The arrest and treatment of U.S. defense lawyer Peter Erlinder, a faculty member at William Mitchell College of Law, has prompted widespread international condemnation, including from American law school deans and a statement from the American Bar Association. In a letter dated June 7 to Rwandan Ambassador Kimonyo, Penn State Law Dean Philip J. McConnaughay joined 89 other U.S. law school deans urging the release of Erlinder, who was arrested on May 28 for pursuing a legal defense of Madame Victoire Ingabire Umuhoza, a Rwandan politician and presidential candidate accused of denying the genocide and collaborating with a terrorist organization.

“An attorney’s ability to advocate for a client, even an unpopular one, is fundamental to the rule of law,” said McConnaughay.
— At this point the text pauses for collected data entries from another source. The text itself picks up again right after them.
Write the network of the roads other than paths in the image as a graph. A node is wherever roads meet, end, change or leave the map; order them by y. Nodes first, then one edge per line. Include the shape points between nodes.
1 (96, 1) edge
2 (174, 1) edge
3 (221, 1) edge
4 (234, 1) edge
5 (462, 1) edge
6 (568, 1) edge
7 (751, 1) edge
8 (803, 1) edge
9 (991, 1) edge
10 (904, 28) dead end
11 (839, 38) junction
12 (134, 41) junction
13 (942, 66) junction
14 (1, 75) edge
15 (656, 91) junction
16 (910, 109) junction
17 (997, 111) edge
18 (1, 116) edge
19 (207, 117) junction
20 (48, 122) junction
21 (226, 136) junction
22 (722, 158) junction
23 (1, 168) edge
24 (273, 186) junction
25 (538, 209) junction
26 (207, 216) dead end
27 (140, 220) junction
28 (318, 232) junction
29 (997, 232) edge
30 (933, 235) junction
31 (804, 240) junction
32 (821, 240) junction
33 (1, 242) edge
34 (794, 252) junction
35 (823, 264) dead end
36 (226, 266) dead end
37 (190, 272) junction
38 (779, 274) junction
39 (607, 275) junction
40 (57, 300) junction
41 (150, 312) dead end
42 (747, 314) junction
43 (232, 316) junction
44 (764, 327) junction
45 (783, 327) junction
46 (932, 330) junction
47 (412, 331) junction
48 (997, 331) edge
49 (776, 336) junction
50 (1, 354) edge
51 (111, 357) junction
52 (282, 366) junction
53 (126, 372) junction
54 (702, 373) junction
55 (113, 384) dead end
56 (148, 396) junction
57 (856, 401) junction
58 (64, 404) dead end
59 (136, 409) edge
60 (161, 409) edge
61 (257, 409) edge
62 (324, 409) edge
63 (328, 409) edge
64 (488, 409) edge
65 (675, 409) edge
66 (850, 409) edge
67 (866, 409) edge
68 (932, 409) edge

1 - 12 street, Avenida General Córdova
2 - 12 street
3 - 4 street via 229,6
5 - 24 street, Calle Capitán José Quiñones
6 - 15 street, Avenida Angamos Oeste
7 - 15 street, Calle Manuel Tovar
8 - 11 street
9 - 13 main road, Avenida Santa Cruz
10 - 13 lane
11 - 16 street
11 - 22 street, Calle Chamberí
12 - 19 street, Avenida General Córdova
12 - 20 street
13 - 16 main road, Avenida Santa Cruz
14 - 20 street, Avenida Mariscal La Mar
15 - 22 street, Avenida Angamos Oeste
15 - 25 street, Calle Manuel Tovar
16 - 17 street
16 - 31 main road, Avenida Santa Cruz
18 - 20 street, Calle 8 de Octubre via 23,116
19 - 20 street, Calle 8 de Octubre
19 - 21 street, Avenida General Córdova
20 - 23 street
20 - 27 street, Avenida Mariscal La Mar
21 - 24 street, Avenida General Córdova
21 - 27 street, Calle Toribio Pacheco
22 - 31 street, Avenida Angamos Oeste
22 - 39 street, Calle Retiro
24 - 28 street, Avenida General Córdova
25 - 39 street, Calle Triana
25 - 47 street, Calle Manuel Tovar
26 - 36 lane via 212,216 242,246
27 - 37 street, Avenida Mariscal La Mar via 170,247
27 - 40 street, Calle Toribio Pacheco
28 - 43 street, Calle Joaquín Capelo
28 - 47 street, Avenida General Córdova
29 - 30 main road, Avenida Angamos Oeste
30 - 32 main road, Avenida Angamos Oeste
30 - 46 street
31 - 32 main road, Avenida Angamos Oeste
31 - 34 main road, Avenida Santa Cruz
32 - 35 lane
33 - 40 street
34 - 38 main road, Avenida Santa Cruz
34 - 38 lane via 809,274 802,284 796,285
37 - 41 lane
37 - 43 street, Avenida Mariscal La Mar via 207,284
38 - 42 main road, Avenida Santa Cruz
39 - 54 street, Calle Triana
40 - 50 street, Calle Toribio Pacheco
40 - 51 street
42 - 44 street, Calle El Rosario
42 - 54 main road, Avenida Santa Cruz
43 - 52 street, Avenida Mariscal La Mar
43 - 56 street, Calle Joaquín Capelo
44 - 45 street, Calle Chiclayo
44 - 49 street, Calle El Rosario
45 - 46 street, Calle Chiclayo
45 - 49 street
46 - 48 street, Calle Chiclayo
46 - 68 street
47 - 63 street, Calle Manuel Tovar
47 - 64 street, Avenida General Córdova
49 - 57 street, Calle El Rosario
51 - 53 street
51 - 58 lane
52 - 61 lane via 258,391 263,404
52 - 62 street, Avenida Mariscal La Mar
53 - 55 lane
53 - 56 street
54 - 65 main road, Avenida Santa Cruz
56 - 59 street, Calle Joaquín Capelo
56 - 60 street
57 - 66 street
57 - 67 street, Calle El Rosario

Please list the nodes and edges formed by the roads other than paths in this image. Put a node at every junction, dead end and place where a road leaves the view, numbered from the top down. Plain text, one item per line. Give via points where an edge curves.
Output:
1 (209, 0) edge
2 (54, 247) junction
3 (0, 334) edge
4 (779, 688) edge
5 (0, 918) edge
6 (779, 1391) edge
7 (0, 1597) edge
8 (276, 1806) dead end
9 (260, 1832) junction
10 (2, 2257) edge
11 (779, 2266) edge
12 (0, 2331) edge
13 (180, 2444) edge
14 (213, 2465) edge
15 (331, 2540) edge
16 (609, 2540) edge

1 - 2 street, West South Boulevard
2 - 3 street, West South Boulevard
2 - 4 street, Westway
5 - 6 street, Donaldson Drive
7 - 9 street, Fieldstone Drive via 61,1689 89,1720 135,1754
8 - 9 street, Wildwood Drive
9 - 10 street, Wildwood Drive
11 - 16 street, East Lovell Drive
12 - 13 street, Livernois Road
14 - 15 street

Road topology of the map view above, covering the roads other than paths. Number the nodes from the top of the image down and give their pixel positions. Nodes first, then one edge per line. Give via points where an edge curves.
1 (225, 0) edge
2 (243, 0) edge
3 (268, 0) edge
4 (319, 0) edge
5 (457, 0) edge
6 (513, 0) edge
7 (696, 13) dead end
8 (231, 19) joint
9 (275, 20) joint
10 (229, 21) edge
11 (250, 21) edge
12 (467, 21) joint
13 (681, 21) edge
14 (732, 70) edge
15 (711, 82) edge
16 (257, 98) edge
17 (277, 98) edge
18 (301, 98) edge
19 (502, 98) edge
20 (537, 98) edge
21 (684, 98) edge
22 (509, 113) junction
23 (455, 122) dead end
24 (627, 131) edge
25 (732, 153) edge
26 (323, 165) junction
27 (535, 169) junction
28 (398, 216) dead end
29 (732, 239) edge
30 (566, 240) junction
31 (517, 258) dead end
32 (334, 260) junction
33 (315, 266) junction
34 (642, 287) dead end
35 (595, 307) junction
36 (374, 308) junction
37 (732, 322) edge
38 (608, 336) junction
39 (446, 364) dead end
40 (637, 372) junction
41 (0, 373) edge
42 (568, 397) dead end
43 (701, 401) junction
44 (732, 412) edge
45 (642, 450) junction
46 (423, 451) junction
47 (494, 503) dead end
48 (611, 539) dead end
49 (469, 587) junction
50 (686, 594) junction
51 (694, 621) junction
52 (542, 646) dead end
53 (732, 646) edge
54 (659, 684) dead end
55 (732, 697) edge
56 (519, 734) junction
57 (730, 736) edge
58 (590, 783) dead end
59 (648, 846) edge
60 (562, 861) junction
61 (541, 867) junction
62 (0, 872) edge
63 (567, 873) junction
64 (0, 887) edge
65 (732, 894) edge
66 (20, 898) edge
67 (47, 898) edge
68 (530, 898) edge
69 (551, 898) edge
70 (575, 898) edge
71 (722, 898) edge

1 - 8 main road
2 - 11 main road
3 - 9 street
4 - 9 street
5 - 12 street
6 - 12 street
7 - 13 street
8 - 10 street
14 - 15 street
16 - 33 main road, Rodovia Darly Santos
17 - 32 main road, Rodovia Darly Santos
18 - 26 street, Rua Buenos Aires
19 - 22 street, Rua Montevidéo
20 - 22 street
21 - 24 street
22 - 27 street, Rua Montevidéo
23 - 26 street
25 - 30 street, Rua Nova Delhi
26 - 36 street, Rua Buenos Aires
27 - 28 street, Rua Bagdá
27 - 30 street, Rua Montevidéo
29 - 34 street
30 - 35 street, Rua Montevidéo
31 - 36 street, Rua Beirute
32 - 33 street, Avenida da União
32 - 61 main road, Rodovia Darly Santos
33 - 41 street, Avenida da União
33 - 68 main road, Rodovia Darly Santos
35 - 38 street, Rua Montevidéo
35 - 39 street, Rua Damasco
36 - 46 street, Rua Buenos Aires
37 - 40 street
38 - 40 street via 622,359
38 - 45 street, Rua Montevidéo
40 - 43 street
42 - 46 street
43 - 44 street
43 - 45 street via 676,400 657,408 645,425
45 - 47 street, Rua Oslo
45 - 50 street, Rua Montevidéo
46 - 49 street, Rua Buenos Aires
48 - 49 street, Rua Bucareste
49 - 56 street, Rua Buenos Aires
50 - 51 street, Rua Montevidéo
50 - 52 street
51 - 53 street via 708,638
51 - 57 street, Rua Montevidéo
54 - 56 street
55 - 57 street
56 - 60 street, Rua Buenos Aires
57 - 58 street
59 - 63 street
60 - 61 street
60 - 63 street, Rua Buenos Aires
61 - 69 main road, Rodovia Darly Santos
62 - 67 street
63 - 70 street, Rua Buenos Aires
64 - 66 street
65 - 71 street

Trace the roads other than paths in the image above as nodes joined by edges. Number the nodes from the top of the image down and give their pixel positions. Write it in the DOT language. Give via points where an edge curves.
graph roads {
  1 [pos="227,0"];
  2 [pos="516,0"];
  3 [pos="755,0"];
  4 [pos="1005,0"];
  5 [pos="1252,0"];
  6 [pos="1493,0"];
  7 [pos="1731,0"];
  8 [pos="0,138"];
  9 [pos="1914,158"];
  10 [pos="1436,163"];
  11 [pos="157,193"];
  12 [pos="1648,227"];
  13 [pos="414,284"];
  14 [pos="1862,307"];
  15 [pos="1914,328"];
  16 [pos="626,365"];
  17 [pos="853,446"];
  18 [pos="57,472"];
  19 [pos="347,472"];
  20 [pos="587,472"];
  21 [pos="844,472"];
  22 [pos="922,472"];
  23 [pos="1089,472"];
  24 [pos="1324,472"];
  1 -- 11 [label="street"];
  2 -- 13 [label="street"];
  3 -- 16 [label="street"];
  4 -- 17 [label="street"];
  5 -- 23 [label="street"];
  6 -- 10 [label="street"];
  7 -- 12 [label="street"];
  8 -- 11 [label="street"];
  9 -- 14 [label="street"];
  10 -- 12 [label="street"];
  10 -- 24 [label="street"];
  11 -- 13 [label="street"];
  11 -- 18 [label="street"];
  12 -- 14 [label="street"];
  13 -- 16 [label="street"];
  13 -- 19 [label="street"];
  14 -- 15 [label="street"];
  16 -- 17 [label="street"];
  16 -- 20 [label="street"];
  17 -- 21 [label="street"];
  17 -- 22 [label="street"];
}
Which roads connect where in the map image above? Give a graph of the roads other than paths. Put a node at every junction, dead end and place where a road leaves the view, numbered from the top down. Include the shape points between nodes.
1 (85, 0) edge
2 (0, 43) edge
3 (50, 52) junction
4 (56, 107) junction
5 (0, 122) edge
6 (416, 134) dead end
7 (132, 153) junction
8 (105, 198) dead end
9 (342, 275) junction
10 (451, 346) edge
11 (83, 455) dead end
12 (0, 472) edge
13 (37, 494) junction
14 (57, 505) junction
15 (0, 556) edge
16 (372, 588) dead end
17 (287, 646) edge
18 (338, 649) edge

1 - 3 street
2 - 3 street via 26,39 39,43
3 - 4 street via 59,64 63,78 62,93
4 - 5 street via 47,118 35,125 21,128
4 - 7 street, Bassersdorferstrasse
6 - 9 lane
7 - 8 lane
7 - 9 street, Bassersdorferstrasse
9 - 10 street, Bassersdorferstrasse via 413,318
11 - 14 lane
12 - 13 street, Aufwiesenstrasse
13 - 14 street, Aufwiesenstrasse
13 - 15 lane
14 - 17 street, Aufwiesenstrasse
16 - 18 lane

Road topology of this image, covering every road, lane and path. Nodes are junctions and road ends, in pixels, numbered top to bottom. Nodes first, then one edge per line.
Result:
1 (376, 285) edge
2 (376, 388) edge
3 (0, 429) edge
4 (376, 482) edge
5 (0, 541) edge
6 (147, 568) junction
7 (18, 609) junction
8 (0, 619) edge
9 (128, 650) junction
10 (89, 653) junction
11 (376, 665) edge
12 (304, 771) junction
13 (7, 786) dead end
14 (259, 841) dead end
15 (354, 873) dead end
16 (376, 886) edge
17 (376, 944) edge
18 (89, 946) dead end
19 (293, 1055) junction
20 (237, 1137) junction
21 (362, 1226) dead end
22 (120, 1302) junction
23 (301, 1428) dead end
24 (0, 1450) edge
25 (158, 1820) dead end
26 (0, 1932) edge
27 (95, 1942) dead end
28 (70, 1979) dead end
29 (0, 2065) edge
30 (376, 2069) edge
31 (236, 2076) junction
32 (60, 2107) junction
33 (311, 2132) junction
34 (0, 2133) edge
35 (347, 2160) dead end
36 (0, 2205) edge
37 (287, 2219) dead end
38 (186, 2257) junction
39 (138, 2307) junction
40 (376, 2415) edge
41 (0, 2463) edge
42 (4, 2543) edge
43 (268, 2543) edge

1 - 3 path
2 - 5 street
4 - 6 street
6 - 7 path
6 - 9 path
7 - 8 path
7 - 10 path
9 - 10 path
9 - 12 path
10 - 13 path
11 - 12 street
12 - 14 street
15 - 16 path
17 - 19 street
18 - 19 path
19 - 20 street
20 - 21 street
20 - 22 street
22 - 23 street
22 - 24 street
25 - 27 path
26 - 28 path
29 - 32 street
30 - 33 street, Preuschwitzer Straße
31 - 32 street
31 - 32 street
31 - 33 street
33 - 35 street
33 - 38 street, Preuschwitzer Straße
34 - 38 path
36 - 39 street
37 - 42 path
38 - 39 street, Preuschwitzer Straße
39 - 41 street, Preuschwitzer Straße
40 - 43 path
The letter to Ambassador Kimonyo states:

As legal educators, we believe we have an obligation to nurture in our students the core values of the legal profession. These core values are threatened by the arrest in Rwanda of William Mitchell College of Law Professor Peter Erlinder. We are writing to respectfully request your assistance in ensuring his safety and release.

The U.N. Basic Principles on the Role of Lawyers state that lawyers “shall not be identified with their clients or their clients’ causes as a result of discharging their functions” and that “governments shall ensure that lawyers are able to perform all of their professional functions without intimidation, hindrance, harassment or improper interference.” These principles also provide that “lawyers like other citizens are entitled to freedom of expression, belief, association and assembly.”

As you know, Professor Erlinder was in Kigali to pursue a legal defense for Madame Victoire Ingabire Umuhoza. We believe that he has been arrested, interrogated, and imprisoned unjustly and for simply doing the work of the lawyer: advocating on behalf of his client.

Ambassador Kimonyo, we respectfully urge the government of Rwanda to abide by these principles, to refrain from harassment of lawyers practicing law consistent with their professional obligations, and to release Professor Erlinder forthwith.